Publié le 24 septembre 2025. Une nouvelle étude britannique confirme que les habitudes alimentaires et le maintien d’un poids sain, adoptés dès l’âge moyen, peuvent contribuer à préserver la fonction cérébrale et réduire le risque de démence à long terme.
- Une alimentation équilibrée et un rapport taille-hanche favorable sont associés à une meilleure connectivité cérébrale et à une intégrité préservée de la substance blanche.
- L’étude, menée sur plus de 30 ans, met en évidence l’importance de l’hippocampe dans le vieillissement cognitif.
- Des interventions nutritionnelles pourraient avoir un impact significatif sur la santé cérébrale des personnes âgées.
Des chercheurs de l’University College de Londres ont publié une étude de cohorte de longue durée démontrant un lien étroit entre le mode de vie et la santé cognitive. Les résultats, publiés dans le réseau JAMA Open Network, suggèrent qu’une alimentation de qualité et un poids contrôlé peuvent avoir des effets bénéfiques tant sur la structure que sur le fonctionnement du cerveau.
L’étude s’appuie sur les données de Whitehall II, une vaste enquête britannique lancée en 1985 et suivie sur plus de trois décennies. Les participants ont été soumis à des questionnaires, des mesures physiques, des tests cognitifs et des examens d’imagerie cérébrale afin d’évaluer leur qualité alimentaire, leur rapport taille-hanche (RTH), la microstructure de la substance blanche, la connectivité fonctionnelle de l’hippocampe et leurs capacités cognitives.
L’analyse, portant sur un échantillon de 512 participants pour l’évaluation de la qualité de l’alimentation et de 664 pour le RTH, a révélé que les personnes ayant une alimentation plus saine présentaient une connectivité fonctionnelle accrue au niveau du lobe occipital et du cervelet, ainsi qu’une meilleure intégrité de la substance blanche avec l’âge. Un RTH plus faible était quant à lui associé à une connectivité hippocampique plus importante, une meilleure diffusion de la substance blanche, une meilleure mémoire de travail et une fonction exécutive plus performante.
À l’inverse, une plus grande quantité de graisse abdominale à l’âge moyen était corrélée à des performances cognitives moins bonnes à un âge avancé, notamment en termes de fluidité verbale, de mémoire épisodique, de mémoire de travail et de fonction exécutive.
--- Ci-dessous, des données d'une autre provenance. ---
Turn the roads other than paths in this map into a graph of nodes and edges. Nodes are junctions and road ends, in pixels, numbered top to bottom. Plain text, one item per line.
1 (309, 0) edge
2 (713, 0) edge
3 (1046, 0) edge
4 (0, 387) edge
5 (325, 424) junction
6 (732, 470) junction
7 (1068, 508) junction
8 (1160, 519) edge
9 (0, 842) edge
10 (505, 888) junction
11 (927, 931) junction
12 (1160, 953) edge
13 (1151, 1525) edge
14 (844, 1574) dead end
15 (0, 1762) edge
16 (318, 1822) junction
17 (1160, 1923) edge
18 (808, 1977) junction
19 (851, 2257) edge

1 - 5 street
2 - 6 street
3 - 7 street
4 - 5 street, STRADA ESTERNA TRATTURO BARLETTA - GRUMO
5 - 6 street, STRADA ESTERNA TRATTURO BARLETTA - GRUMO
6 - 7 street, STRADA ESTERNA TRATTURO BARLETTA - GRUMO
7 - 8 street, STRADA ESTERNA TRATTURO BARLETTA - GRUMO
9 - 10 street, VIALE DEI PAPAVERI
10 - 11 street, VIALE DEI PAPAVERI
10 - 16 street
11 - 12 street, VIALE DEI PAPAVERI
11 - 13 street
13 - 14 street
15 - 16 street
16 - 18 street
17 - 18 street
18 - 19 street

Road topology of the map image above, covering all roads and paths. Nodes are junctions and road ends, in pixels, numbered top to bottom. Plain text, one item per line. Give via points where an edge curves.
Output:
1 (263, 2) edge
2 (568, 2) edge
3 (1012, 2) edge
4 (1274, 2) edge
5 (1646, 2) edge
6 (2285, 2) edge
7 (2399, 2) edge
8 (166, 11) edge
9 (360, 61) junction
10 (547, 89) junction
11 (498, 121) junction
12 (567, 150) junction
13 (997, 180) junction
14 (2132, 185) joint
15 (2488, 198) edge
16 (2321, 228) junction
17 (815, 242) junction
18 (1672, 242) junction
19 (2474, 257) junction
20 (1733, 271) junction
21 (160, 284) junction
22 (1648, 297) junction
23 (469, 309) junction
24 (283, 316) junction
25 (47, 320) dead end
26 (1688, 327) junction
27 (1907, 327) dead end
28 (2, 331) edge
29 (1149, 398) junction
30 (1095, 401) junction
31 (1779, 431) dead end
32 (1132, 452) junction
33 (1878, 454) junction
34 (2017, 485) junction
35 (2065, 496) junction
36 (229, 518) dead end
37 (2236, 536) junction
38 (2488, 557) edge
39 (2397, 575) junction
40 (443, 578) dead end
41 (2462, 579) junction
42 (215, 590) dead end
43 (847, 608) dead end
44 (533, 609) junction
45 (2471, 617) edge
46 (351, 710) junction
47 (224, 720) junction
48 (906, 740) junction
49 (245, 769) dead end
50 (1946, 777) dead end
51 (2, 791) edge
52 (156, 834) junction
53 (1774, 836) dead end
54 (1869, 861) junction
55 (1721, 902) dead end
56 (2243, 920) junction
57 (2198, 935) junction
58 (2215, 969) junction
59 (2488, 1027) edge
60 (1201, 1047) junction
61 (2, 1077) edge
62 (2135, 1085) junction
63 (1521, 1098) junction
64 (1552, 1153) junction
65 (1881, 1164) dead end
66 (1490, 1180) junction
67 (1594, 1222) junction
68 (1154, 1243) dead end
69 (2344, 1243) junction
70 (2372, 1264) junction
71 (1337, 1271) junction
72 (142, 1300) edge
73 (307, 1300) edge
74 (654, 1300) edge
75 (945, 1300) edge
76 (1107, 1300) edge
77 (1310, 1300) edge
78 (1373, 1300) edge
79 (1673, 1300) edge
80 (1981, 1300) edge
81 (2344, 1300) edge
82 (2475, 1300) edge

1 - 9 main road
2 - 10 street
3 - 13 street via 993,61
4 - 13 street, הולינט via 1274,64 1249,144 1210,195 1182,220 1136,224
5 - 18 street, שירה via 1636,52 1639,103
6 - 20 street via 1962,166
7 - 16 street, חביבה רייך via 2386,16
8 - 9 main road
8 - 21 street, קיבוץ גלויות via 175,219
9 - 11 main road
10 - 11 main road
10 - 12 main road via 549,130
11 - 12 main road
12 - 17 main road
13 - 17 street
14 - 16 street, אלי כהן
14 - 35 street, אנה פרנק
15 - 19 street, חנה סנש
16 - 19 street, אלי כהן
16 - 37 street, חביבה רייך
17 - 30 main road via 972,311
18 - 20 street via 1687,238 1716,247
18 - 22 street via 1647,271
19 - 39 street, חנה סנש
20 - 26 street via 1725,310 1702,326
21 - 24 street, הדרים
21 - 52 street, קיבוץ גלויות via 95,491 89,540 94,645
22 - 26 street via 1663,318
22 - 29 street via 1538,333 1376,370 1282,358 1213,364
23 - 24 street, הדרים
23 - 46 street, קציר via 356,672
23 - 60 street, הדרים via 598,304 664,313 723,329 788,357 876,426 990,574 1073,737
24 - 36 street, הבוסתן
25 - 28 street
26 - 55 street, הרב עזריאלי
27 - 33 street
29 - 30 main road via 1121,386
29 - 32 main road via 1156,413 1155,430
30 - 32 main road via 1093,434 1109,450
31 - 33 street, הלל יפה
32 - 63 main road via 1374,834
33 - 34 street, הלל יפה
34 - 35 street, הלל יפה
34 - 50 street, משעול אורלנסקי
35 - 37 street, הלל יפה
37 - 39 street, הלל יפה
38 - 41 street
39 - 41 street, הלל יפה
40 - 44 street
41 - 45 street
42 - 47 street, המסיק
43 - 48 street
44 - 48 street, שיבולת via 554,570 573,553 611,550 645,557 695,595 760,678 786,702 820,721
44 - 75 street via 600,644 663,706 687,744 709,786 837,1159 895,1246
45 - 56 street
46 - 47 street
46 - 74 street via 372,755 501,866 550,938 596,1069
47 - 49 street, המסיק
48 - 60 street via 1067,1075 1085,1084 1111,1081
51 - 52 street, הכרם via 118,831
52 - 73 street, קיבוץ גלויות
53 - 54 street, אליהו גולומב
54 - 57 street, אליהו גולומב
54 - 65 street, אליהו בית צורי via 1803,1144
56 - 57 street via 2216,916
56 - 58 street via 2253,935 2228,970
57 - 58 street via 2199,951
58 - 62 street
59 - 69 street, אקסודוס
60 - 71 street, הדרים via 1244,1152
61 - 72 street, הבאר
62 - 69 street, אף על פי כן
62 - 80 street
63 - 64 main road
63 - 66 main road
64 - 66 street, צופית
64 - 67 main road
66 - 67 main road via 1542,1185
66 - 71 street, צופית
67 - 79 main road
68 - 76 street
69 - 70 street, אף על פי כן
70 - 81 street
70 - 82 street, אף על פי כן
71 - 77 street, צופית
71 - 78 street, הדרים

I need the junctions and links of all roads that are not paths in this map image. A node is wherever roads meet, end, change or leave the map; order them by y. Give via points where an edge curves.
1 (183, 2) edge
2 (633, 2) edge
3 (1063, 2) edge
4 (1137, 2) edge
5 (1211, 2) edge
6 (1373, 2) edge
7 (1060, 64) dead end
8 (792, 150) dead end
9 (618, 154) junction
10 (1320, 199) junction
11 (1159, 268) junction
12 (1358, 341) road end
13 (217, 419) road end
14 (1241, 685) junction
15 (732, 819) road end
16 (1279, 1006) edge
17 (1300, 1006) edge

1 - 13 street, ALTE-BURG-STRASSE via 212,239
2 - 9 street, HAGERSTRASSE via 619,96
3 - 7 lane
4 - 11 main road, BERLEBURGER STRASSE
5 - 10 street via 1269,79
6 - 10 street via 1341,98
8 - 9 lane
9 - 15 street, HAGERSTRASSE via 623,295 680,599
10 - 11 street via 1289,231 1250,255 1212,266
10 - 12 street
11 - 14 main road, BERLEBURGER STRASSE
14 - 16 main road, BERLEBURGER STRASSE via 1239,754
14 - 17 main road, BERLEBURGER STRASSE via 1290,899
Selon les auteurs, ces résultats confirment le rôle crucial de l’hippocampe et des voies de substance blanche associées dans le processus de vieillissement et le développement de la démence.
Les chercheurs soulignent l’importance d’adopter des mesures visant à améliorer la nutrition et à traiter les maladies sous-jacentes dès l’âge moyen.
« Il est préférable de commencer les mesures visant à améliorer la nutrition et à traiter les maladies centrales à un âge moyen ou avancé. »
Jensen D et coll.
Ils insistent sur le potentiel des interventions nutritionnelles pour préserver la fonction cérébrale à long terme.
- Jensen D et coll. Association de l’alimentation et du rapport taille-hanche avec la connectivité cérébrale et la mémoire dans le vieillissement. Réseau JAMA ouvert 2025 ; 8(3) : e250171. doi:10.1001/jamanetworkopen.2025.0171.